**Task item:**
Please return every line from the entries that has the string "知多横断道路" in it.

(Saved entries)
****************************************

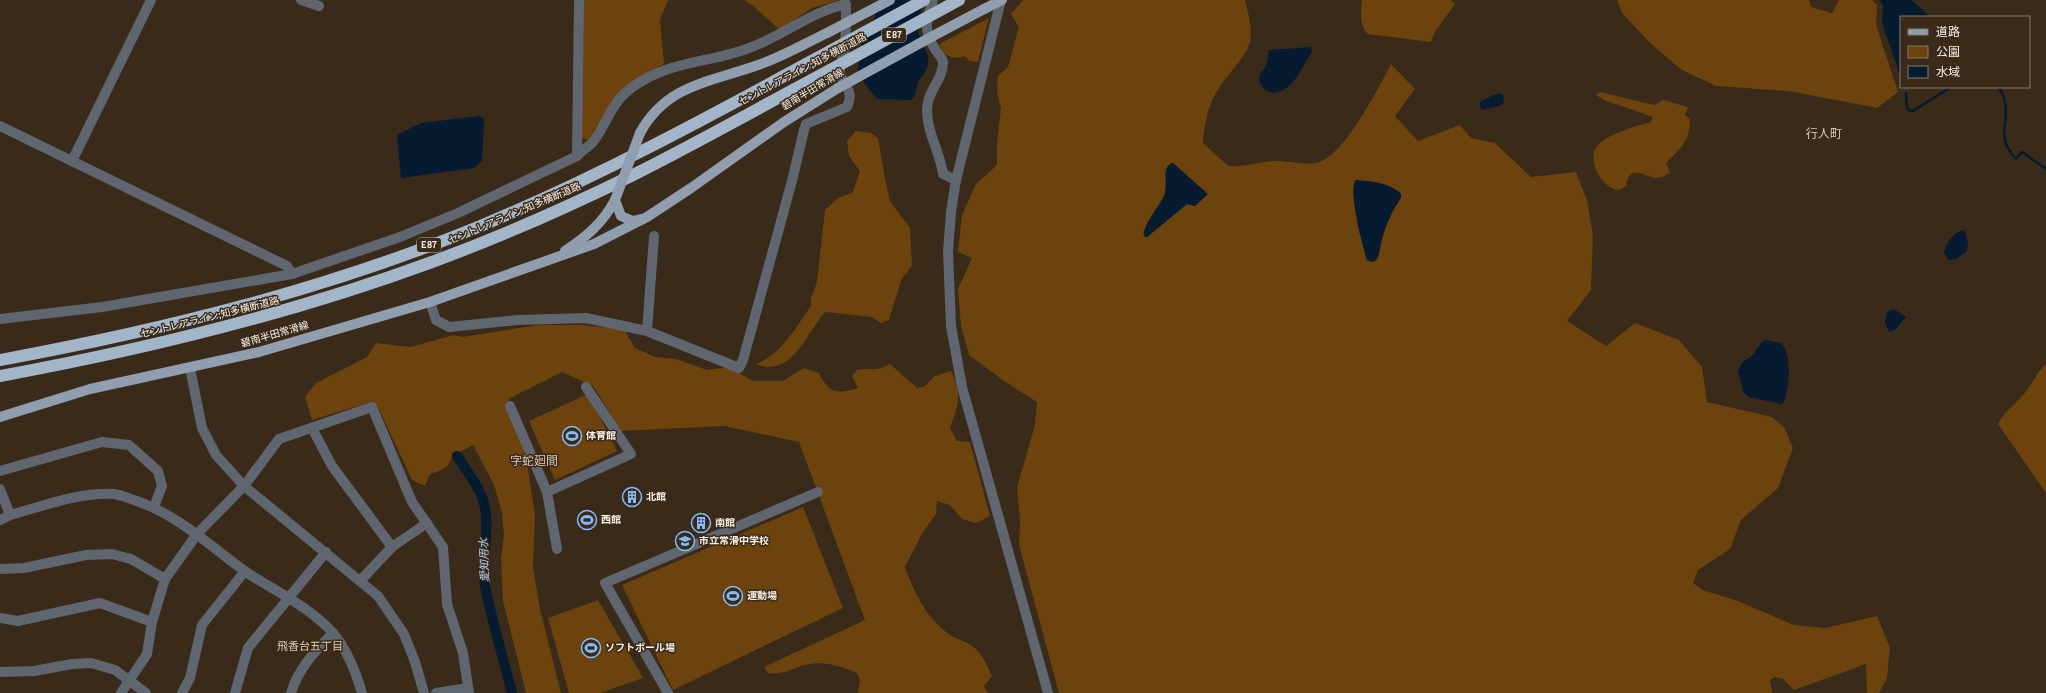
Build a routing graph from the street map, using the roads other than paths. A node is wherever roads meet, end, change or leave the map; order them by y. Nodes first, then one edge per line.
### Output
1 (151, 0) edge
2 (301, 0) edge
3 (579, 0) edge
4 (890, 0) edge
5 (924, 0) edge
6 (933, 0) edge
7 (959, 0) edge
8 (1001, 0) edge
9 (319, 6) dead end
10 (0, 126) edge
11 (577, 156) junction
12 (72, 161) junction
13 (956, 180) junction
14 (616, 200) junction
15 (647, 217) junction
16 (654, 236) dead end
17 (551, 259) junction
18 (292, 274) junction
19 (430, 302) junction
20 (0, 319) edge
21 (647, 331) junction
22 (0, 360) edge
23 (190, 368) junction
24 (39, 369) junction
25 (0, 376) edge
26 (0, 384) edge
27 (586, 387) dead end
28 (510, 406) dead end
29 (0, 417) edge
30 (312, 428) junction
31 (0, 471) edge
32 (244, 486) junction
33 (0, 489) edge
34 (547, 492) junction
35 (818, 492) dead end
36 (154, 506) junction
37 (10, 515) junction
38 (0, 520) edge
39 (427, 524) junction
40 (197, 534) junction
41 (392, 547) junction
42 (557, 549) dead end
43 (326, 552) junction
44 (0, 569) edge
45 (245, 571) junction
46 (165, 579) junction
47 (360, 581) junction
48 (287, 598) junction
49 (0, 618) edge
50 (152, 622) junction
51 (333, 633) junction
52 (0, 672) edge
53 (130, 681) junction
54 (468, 690) edge
55 (121, 693) edge
56 (146, 693) edge
57 (182, 693) edge
58 (235, 693) edge
59 (290, 693) edge
60 (362, 693) edge
61 (424, 693) edge
62 (436, 693) edge
63 (668, 693) edge
64 (1048, 693) edge

1 - 12 street
2 - 9 street
3 - 11 street
4 - 14 main road, 碧南半田常滑線, bridge
5 - 22 highway, セントレアライン;知多横断道路 / E87, bridge
6 - 13 street
7 - 24 highway, セントレアライン;知多横断道路 / E87, bridge
8 - 13 street
8 - 15 main road, 碧南半田常滑線, bridge
10 - 12 street
11 - 18 street
11 - 21 street
12 - 18 street
13 - 64 street
14 - 15 main road, 碧南半田常滑線
14 - 17 main road, 碧南半田常滑線
15 - 17 main road, 碧南半田常滑線
16 - 21 street
17 - 19 main road, 碧南半田常滑線
18 - 20 street
19 - 21 street
19 - 23 main road, 碧南半田常滑線
23 - 29 main road, 碧南半田常滑線
23 - 32 street
24 - 25 highway, セントレアライン;知多横断道路 / E87
24 - 26 highway
27 - 34 street
28 - 34 street
30 - 32 street
30 - 39 street
30 - 41 street
31 - 36 street
32 - 40 street
32 - 43 street
33 - 37 street
34 - 42 street
35 - 63 street
36 - 37 street
36 - 40 street
37 - 38 street
39 - 41 street
39 - 54 street
40 - 45 street
40 - 46 street
41 - 47 street
43 - 47 street
43 - 48 street
44 - 46 street
45 - 48 street
45 - 57 street
46 - 50 street
47 - 61 street
48 - 51 street
48 - 58 street
49 - 50 street
50 - 53 street
51 - 59 street
51 - 60 street
52 - 53 street
53 - 55 street
53 - 56 street
54 - 62 street

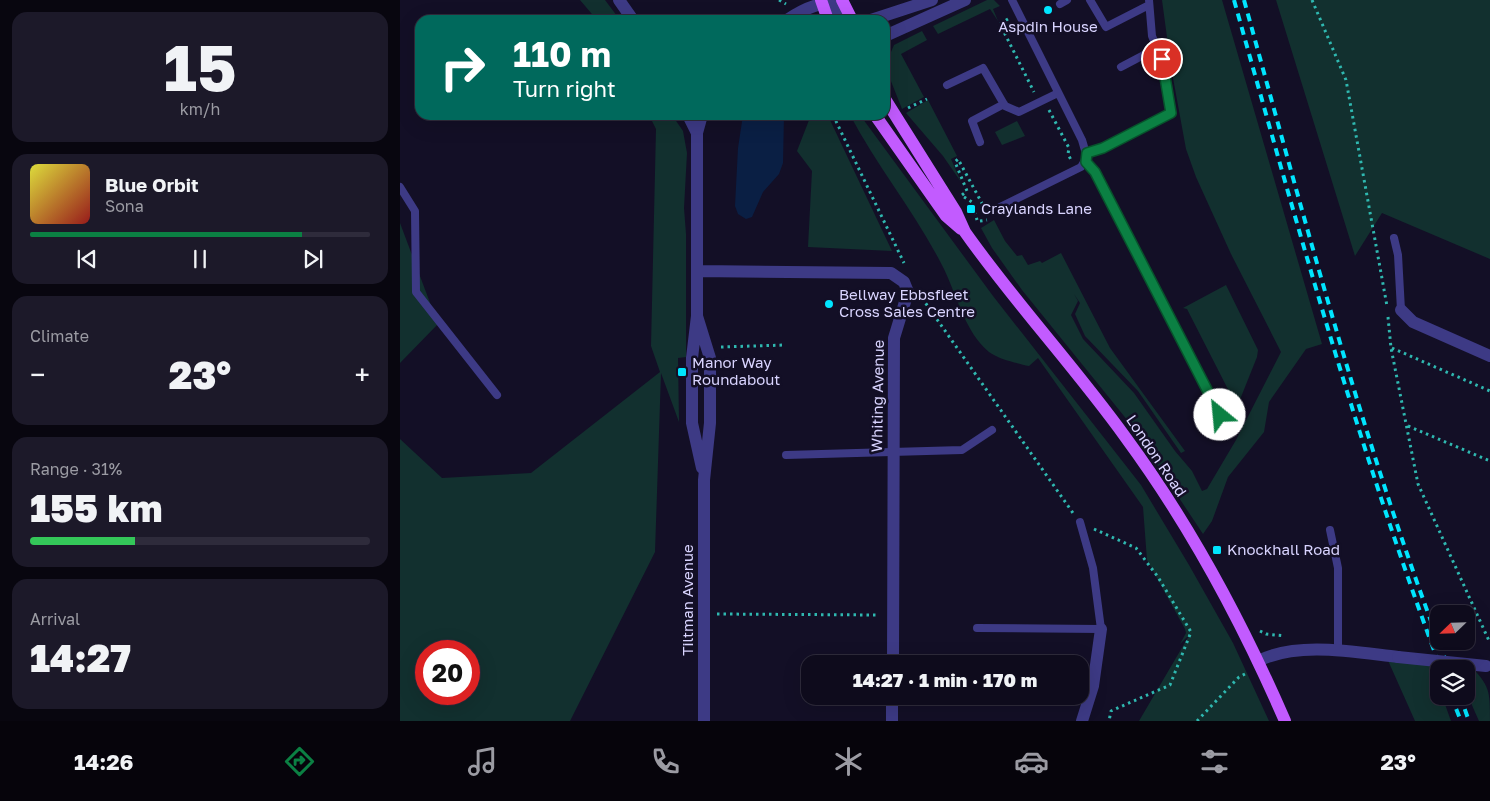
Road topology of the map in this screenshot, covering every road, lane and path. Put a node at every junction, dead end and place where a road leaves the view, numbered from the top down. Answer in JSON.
{"nodes":[{"id":1,"x":619,"y":0,"type":"edge"},
{"id":2,"x":932,"y":0,"type":"edge"},
{"id":3,"x":965,"y":0,"type":"edge"},
{"id":4,"x":1012,"y":0,"type":"edge"},
{"id":5,"x":1090,"y":0,"type":"edge"},
{"id":6,"x":832,"y":1,"type":"edge"},
{"id":7,"x":1149,"y":2,"type":"edge"},
{"id":8,"x":630,"y":15,"type":"edge"},
{"id":9,"x":798,"y":15,"type":"edge"},
{"id":10,"x":830,"y":15,"type":"edge"},
{"id":11,"x":847,"y":15,"type":"edge"},
{"id":12,"x":886,"y":15,"type":"edge"},
{"id":13,"x":1008,"y":18,"type":"dead end"},
{"id":14,"x":890,"y":34,"type":"edge"},
{"id":15,"x":1157,"y":48,"type":"junction"},
{"id":16,"x":1121,"y":67,"type":"dead end"},
{"id":17,"x":946,"y":85,"type":"dead end"},
{"id":18,"x":1058,"y":93,"type":"junction"},
{"id":19,"x":927,"y":99,"type":"dead end"},
{"id":20,"x":1042,"y":101,"type":"junction"},
{"id":21,"x":1004,"y":104,"type":"junction"},
{"id":22,"x":890,"y":106,"type":"edge"},
{"id":23,"x":903,"y":110,"type":"dead end"},
{"id":24,"x":690,"y":120,"type":"edge"},
{"id":25,"x":701,"y":120,"type":"edge"},
{"id":26,"x":835,"y":120,"type":"edge"},
{"id":27,"x":879,"y":120,"type":"edge"},
{"id":28,"x":697,"y":133,"type":"junction"},
{"id":29,"x":980,"y":142,"type":"dead end"},
{"id":30,"x":1087,"y":153,"type":"junction"},
{"id":31,"x":1086,"y":162,"type":"junction"},
{"id":32,"x":1076,"y":169,"type":"junction"},
{"id":33,"x":400,"y":187,"type":"edge"},
{"id":34,"x":962,"y":195,"type":"dead end"},
{"id":35,"x":992,"y":210,"type":"joint"},
{"id":36,"x":965,"y":232,"type":"junction"},
{"id":37,"x":1394,"y":238,"type":"dead end"},
{"id":38,"x":697,"y":271,"type":"junction"},
{"id":39,"x":907,"y":271,"type":"dead end"},
{"id":40,"x":920,"y":296,"type":"dead end"},
{"id":41,"x":1401,"y":310,"type":"joint"},
{"id":42,"x":697,"y":316,"type":"junction"},
{"id":43,"x":784,"y":346,"type":"dead end"},
{"id":44,"x":718,"y":347,"type":"dead end"},
{"id":45,"x":1391,"y":348,"type":"dead end"},
{"id":46,"x":1490,"y":356,"type":"edge"},
{"id":47,"x":1490,"y":391,"type":"edge"},
{"id":48,"x":497,"y":396,"type":"dead end"},
{"id":49,"x":1220,"y":415,"type":"dead end"},
{"id":50,"x":1407,"y":426,"type":"dead end"},
{"id":51,"x":992,"y":430,"type":"dead end"},
{"id":52,"x":893,"y":453,"type":"junction"},
{"id":53,"x":786,"y":456,"type":"dead end"},
{"id":54,"x":1490,"y":461,"type":"edge"},
{"id":55,"x":704,"y":480,"type":"junction"},
{"id":56,"x":1080,"y":522,"type":"junction"},
{"id":57,"x":1330,"y":530,"type":"dead end"},
{"id":58,"x":717,"y":614,"type":"dead end"},
{"id":59,"x":893,"y":615,"type":"junction"},
{"id":60,"x":977,"y":628,"type":"dead end"},
{"id":61,"x":1100,"y":629,"type":"junction"},
{"id":62,"x":1338,"y":652,"type":"junction"},
{"id":63,"x":892,"y":655,"type":"edge"},
{"id":64,"x":1258,"y":661,"type":"junction"},
{"id":65,"x":1244,"y":667,"type":"dead end"},
{"id":66,"x":1488,"y":667,"type":"edge"},
{"id":67,"x":892,"y":705,"type":"edge"},
{"id":68,"x":704,"y":721,"type":"edge"},
{"id":69,"x":892,"y":721,"type":"edge"},
{"id":70,"x":1082,"y":721,"type":"edge"},
{"id":71,"x":1109,"y":721,"type":"edge"},
{"id":72,"x":1197,"y":721,"type":"edge"},
{"id":73,"x":1285,"y":721,"type":"edge"}],
"edges":[{"from":1,"to":8,"type":"street"},
{"from":2,"to":12,"type":"street"},
{"from":3,"to":14,"type":"street"},
{"from":4,"to":18,"type":"lane"},
{"from":5,"to":7,"type":"lane"},
{"from":6,"to":9,"type":"street"},
{"from":6,"to":10,"type":"main road"},
{"from":6,"to":11,"type":"main road"},
{"from":7,"to":15,"type":"lane"},
{"from":13,"to":20,"type":"path"},
{"from":15,"to":16,"type":"lane"},
{"from":15,"to":30,"type":"lane"},
{"from":17,"to":21,"type":"lane"},
{"from":18,"to":20,"type":"lane"},
{"from":18,"to":30,"type":"lane"},
{"from":19,"to":23,"type":"path"},
{"from":20,"to":21,"type":"lane"},
{"from":20,"to":32,"type":"path"},
{"from":21,"to":29,"type":"lane"},
{"from":22,"to":36,"type":"main road","name":"London Road"},
{"from":24,"to":28,"type":"street","name":"Tiltman Avenue"},
{"from":25,"to":28,"type":"street","name":"Tiltman Avenue"},
{"from":26,"to":39,"type":"path"},
{"from":27,"to":36,"type":"main road","name":"London Road"},
{"from":28,"to":38,"type":"street","name":"Tiltman Avenue"},
{"from":30,"to":31,"type":"lane"},
{"from":31,"to":32,"type":"lane"},
{"from":31,"to":49,"type":"lane"},
{"from":32,"to":35,"type":"lane"},
{"from":33,"to":48,"type":"lane"},
{"from":34,"to":35,"type":"path"},
{"from":36,"to":64,"type":"main road","name":"London Road"},
{"from":37,"to":41,"type":"lane"},
{"from":38,"to":42,"type":"street","name":"Tiltman Avenue"},
{"from":38,"to":52,"type":"street","name":"Whiting Avenue"},
{"from":40,"to":56,"type":"path"},
{"from":41,"to":46,"type":"street"},
{"from":42,"to":55,"type":"street","name":"Tiltman Avenue"},
{"from":42,"to":55,"type":"street","name":"Tiltman Avenue"},
{"from":43,"to":44,"type":"path"},
{"from":45,"to":47,"type":"path"},
{"from":50,"to":54,"type":"path"},
{"from":51,"to":52,"type":"lane"},
{"from":52,"to":53,"type":"lane"},
{"from":52,"to":59,"type":"street","name":"Whiting Avenue"},
{"from":55,"to":68,"type":"street","name":"Tiltman Avenue"},
{"from":56,"to":61,"type":"lane"},
{"from":56,"to":71,"type":"path"},
{"from":57,"to":62,"type":"lane"},
{"from":58,"to":59,"type":"path"},
{"from":59,"to":63,"type":"street","name":"Whiting Avenue"},
{"from":60,"to":61,"type":"lane"},
{"from":61,"to":70,"type":"street"},
{"from":62,"to":64,"type":"street"},
{"from":62,"to":66,"type":"street","bridge":true},
{"from":64,"to":73,"type":"main road","name":"London Road"},
{"from":65,"to":72,"type":"path"},
{"from":67,"to":69,"type":"street"}]}
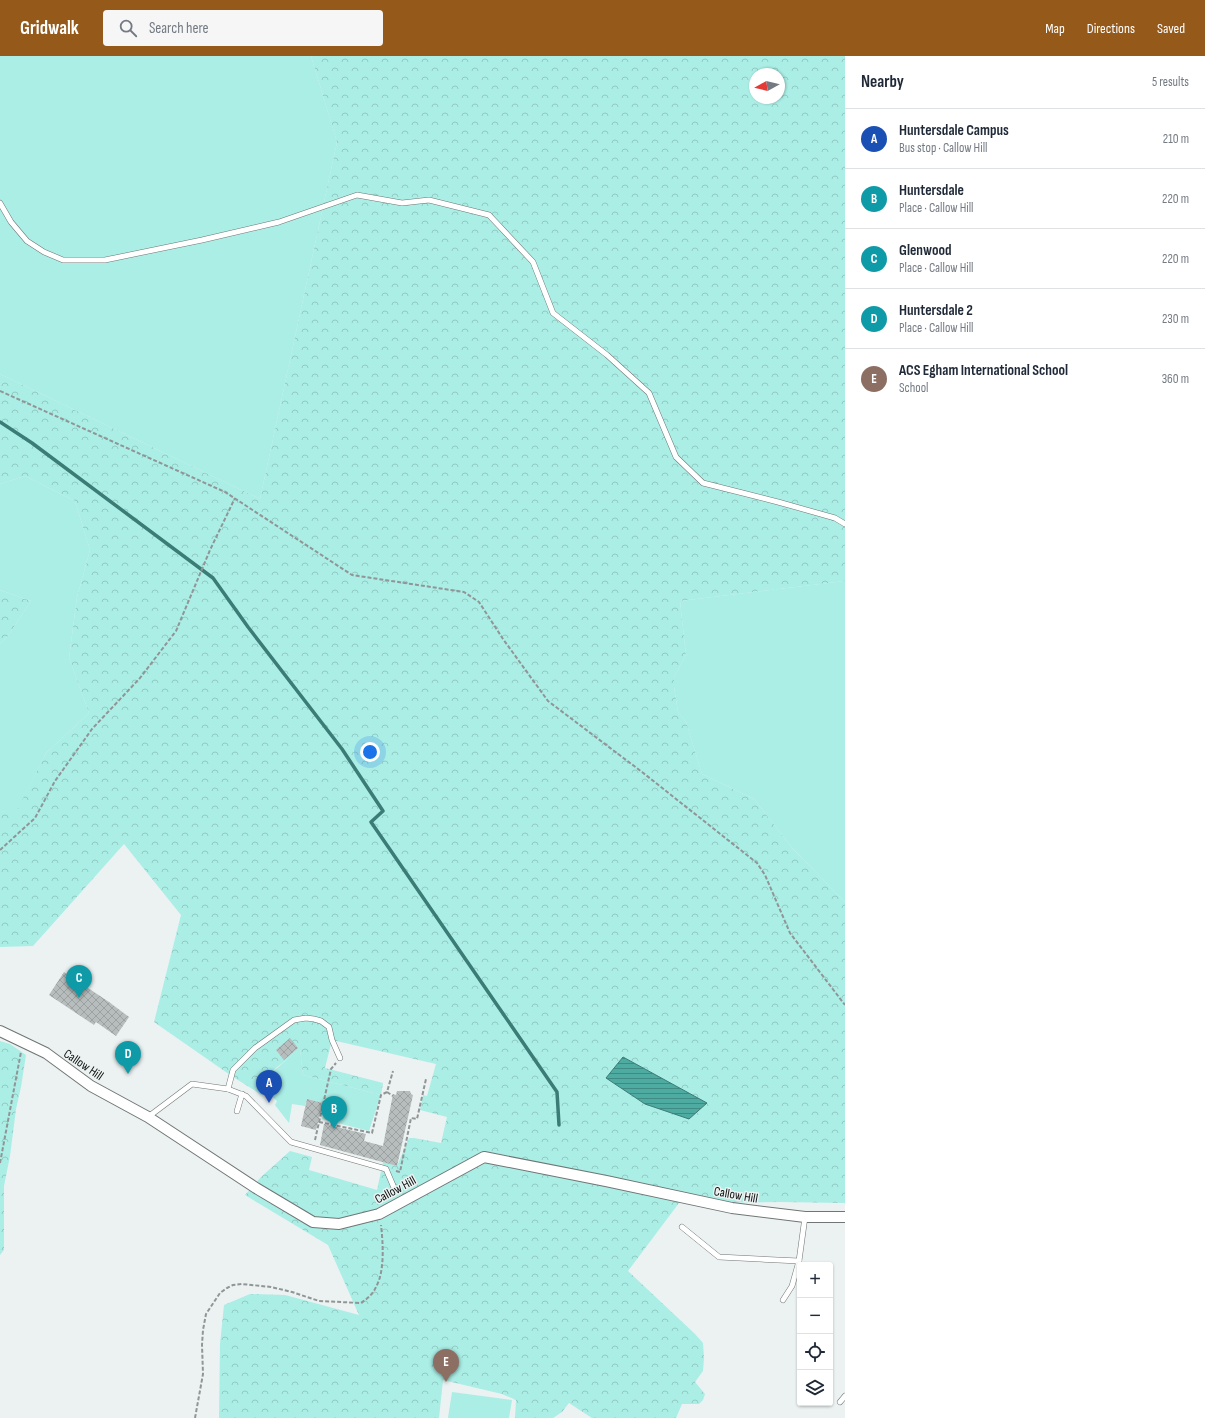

****************************************

**Problem solution:**
5 - 22 highway, セントレアライン;知多横断道路 / E87, bridge
7 - 24 highway, セントレアライン;知多横断道路 / E87, bridge
24 - 25 highway, セントレアライン;知多横断道路 / E87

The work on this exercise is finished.